In Soule v. Connecticut Association of Schools, the court upheld a lower court’s dismissal of a lawsuit by female high school athletes whose opportunities in sport are being taken by boys competing as girls based on flimsy theories of gender identity that most people, being sensible, reject.
As the girls’ complaint notes, their “opportunities for participation, recruitment, and scholarships … are now being directly and negatively impacted by a new policy that is permitting boys who are male in every biological respect to compete in girls’ athletic competitions if they claim a female gender identity.” Men have significant physical advantages in sports, as anyone who has ever watched sports already knows. Biological males who say they are female have all those advantages.
As National Review’s Ed Whalen noted this week, during the motion-to-dismiss phase of a lawsuit, judges are required to accept as true all of the material facts alleged by plaintiffs “and to draw all reasonable inferences in the plaintiffs’ favor.” The idea is that if a lawsuit still seems likely to fail even given this benefit of the doubt, it meets the criteria for dismissal.
But the 2nd Circuit panel failed in this duty. Judges simply and openly rejected facts alleged in the complaint.
Throughout their opinion, the three judges on the panel, all Democratic appointees, failed even once to acknowledge the real problem brought before them by the plaintiffs — that boys who identify as female are not actually girls. It merely refers to them as “girls who are transgender,” which is not accurate. They are boys who identify as girls.
The male athletes whose participation in female sports invited the lawsuit are not once acknowledged by the judges to be genetically male, even though the complaint states this explicitly.

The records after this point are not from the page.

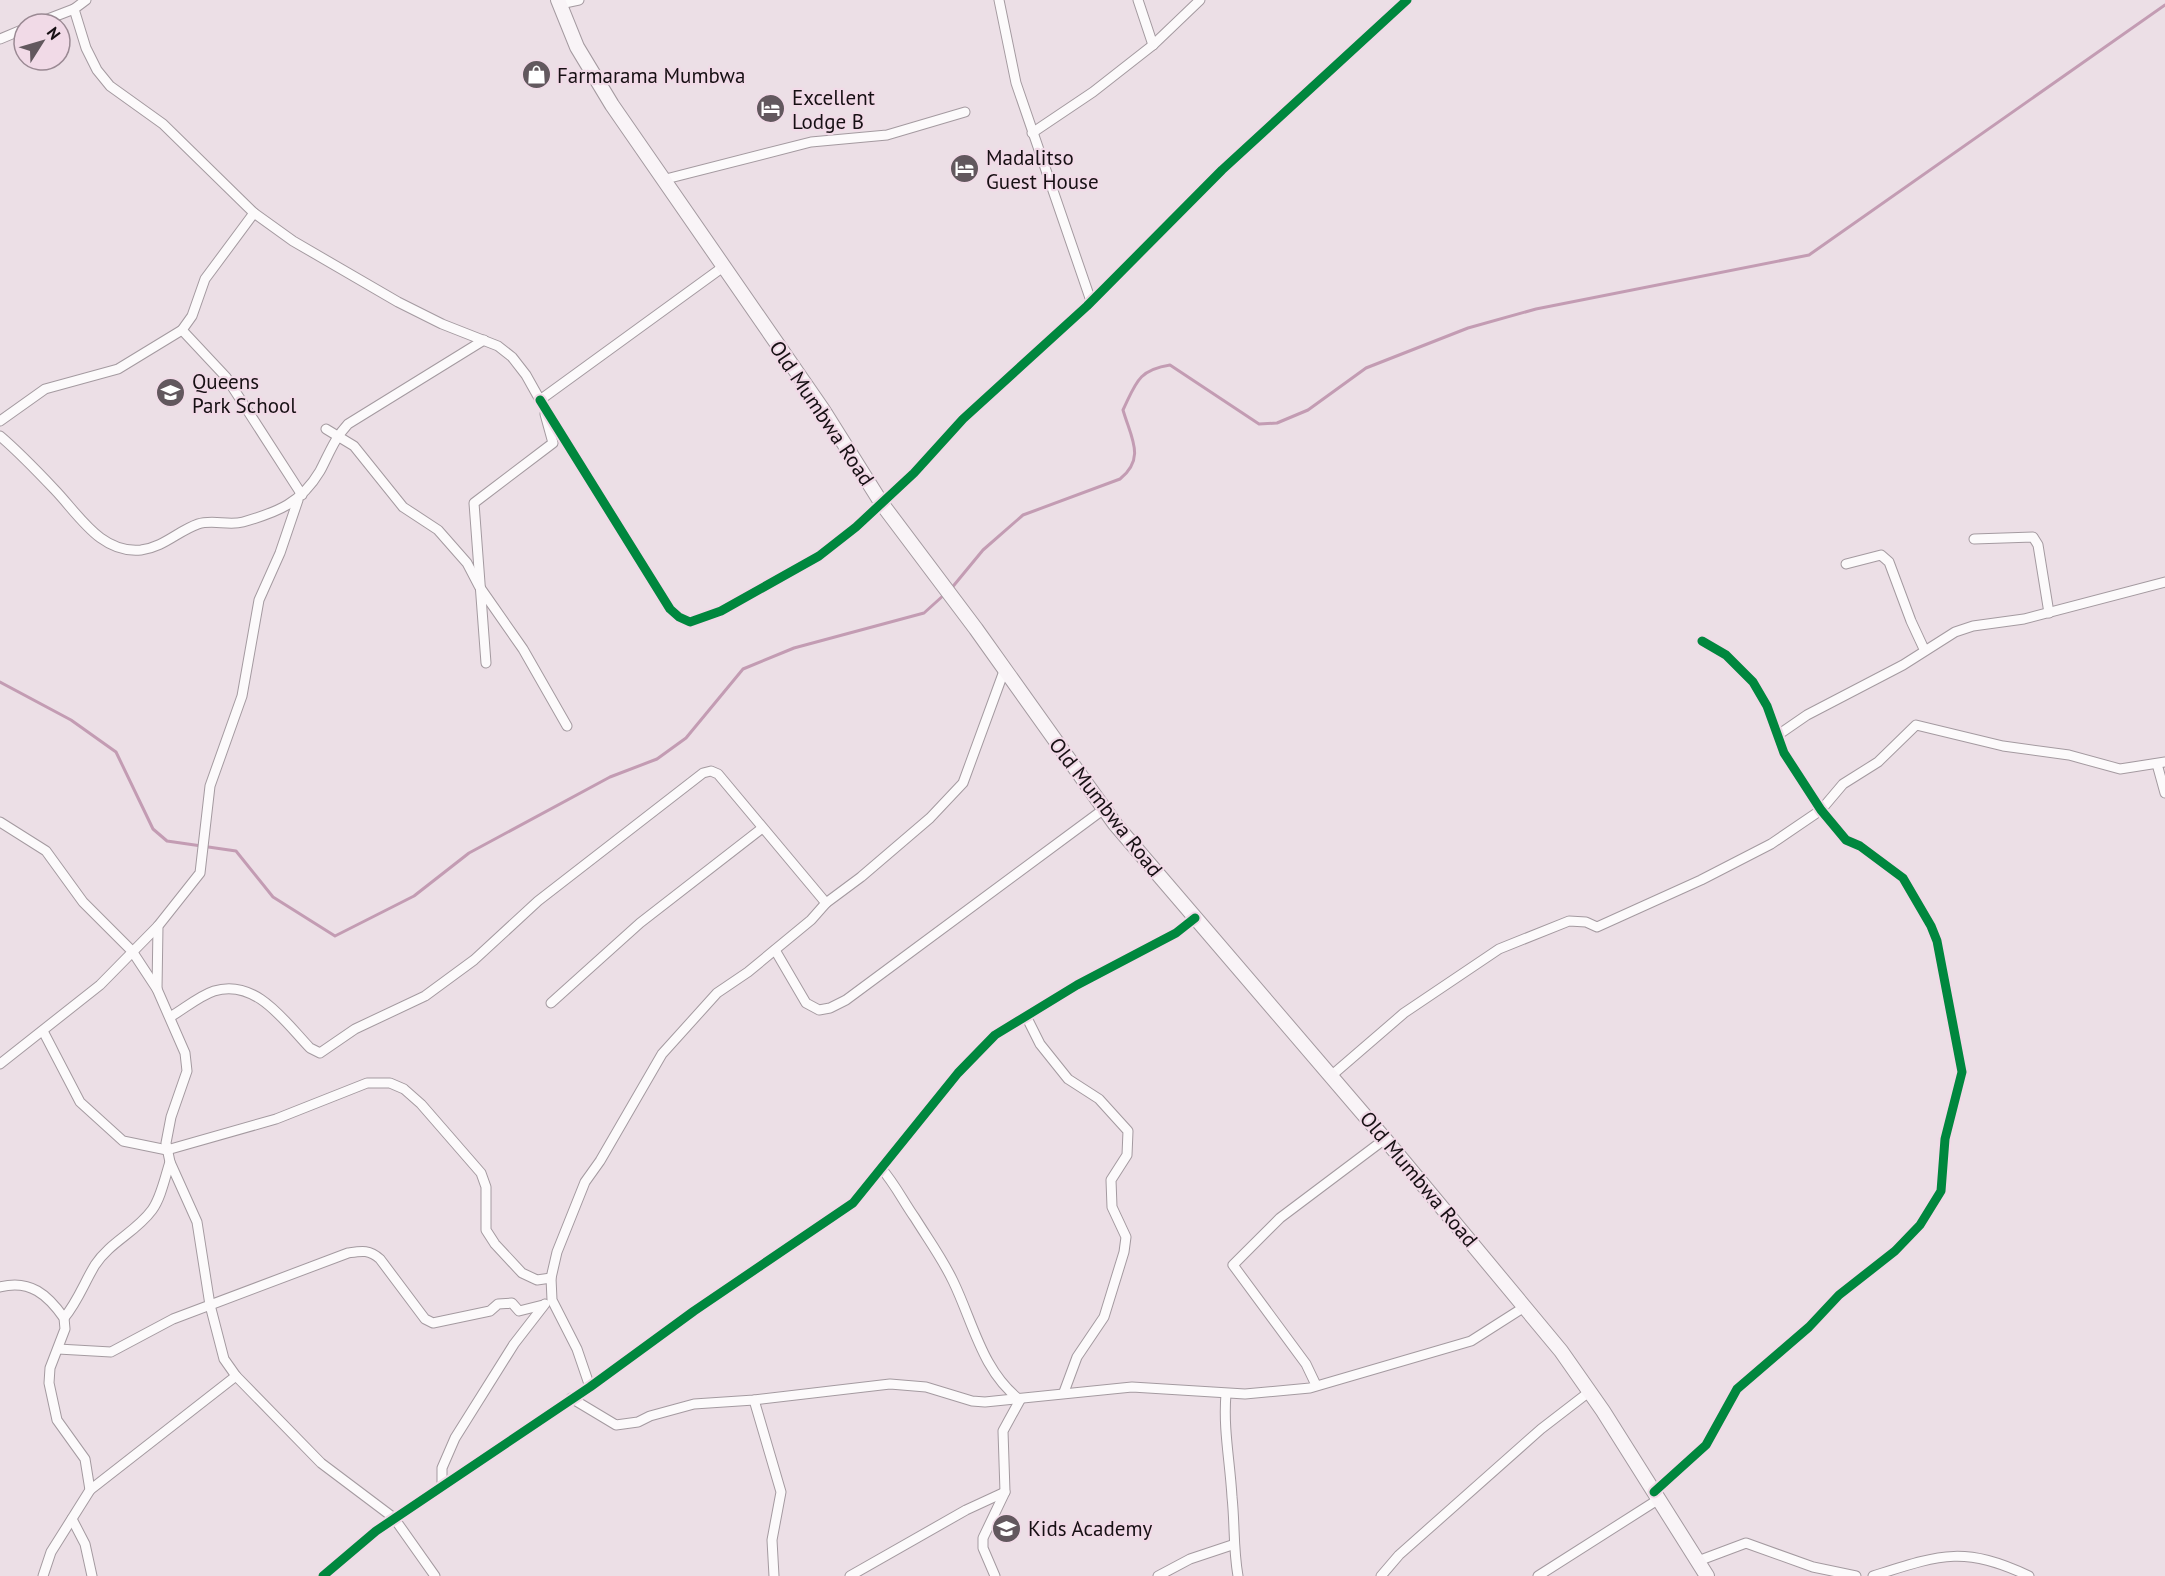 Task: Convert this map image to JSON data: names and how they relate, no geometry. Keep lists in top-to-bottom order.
{
  "streets": {
    "main road": ["Old Mumbwa Road"]
  },
  "places": {
    "shop": ["Farmarama Mumbwa"],
    "hotel": ["Excellent Lodge B", "Madalitso Guest House"],
    "school or university": ["Queens Park School", "Kids Academy"]
  },
  "north": "top right"
} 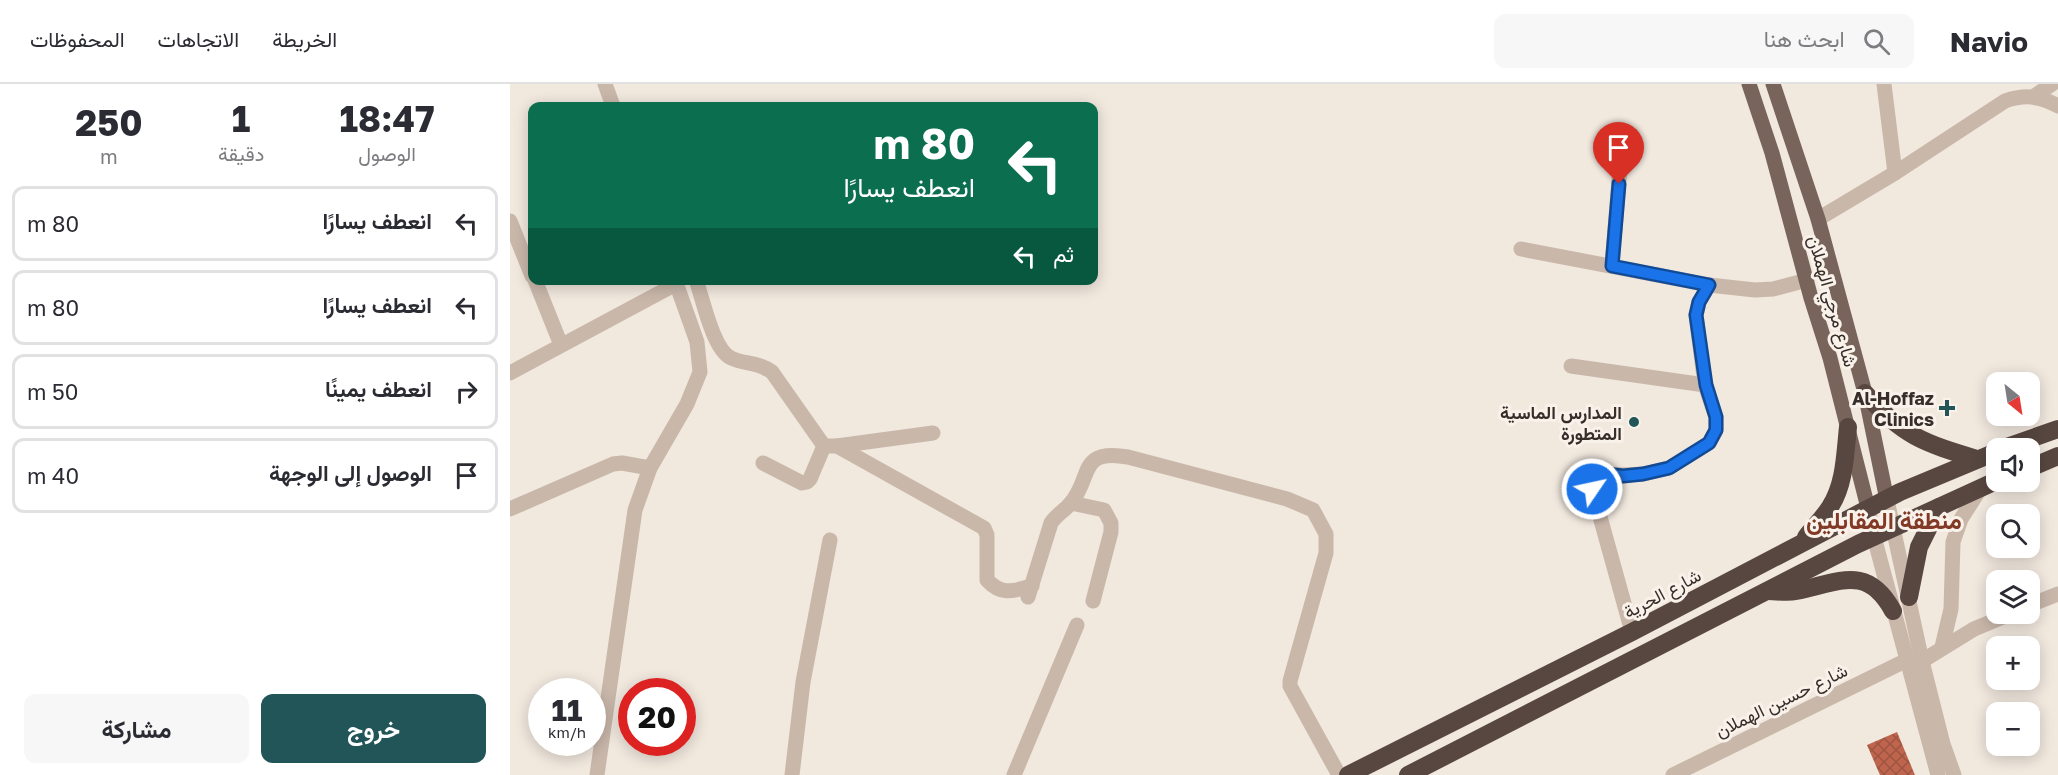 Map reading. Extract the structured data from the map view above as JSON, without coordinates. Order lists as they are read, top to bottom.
{
  "streets": {
    "highway": ["شارع الحرية"],
    "main road": ["شارع مرجي الهملان"],
    "street": ["شارع حسين الهملان"]
  },
  "crossings": [
    ["شارع مرجي الهملان", "شارع الحرية"],
    ["شارع مرجي الهملان", "شارع حسين الهملان"]
  ],
  "districts": ["منطقة المقابلين"],
  "places": {
    "health": ["Al-Hoffaz Clinics"],
    "other": ["المدارس الماسية المتطورة"]
  },
  "north": "bottom right",
  "page": {
    "header": "Navio",
    "search": "ابحث هنا",
    "nav": ["الخريطة", "الاتجاهات", "المحفوظات"],
    "eta": [
      "18:47",
      "الوصول",
      "1",
      "دقيقة",
      "250",
      "m"
    ],
    "turn": ["80 m", "انعطف يسارًا"],
    "list": [
      {
        "name": "انعطف يسارًا",
        "value": "80 m"
      },
      {
        "name": "انعطف يسارًا",
        "value": "80 m"
      },
      {
        "name": "انعطف يمينًا",
        "value": "50 m"
      },
      {
        "name": "الوصول إلى الوجهة",
        "value": "40 m"
      }
    ],
    "then": "ثم",
    "map_buttons": ["+", "−"],
    "speed": "11 km/h",
    "limit": "20",
    "buttons": ["خروج", "مشاركة"]
  }
}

The judges use such ideologically charged words that most real people don’t use, such as “cisgender.” This is evidence that the judges took sides before the issue was litigated. In other words, they exercised their prejudices, not their judgment.
What this means is that an appeals court failed to be properly impartial between litigants. It seems to be a clear case of political correctness frustrating the pursuit of justice.
Gender ideology and its Orwellian language about sex are contaminating the machinery of government and corrupting our culture. The public and now the courts that are supposed to serve them deny obvious realities out of fear. This incident calls into question the judges’ suitability to serve on the bench.
Men who identify as women do not become women merely by saying so.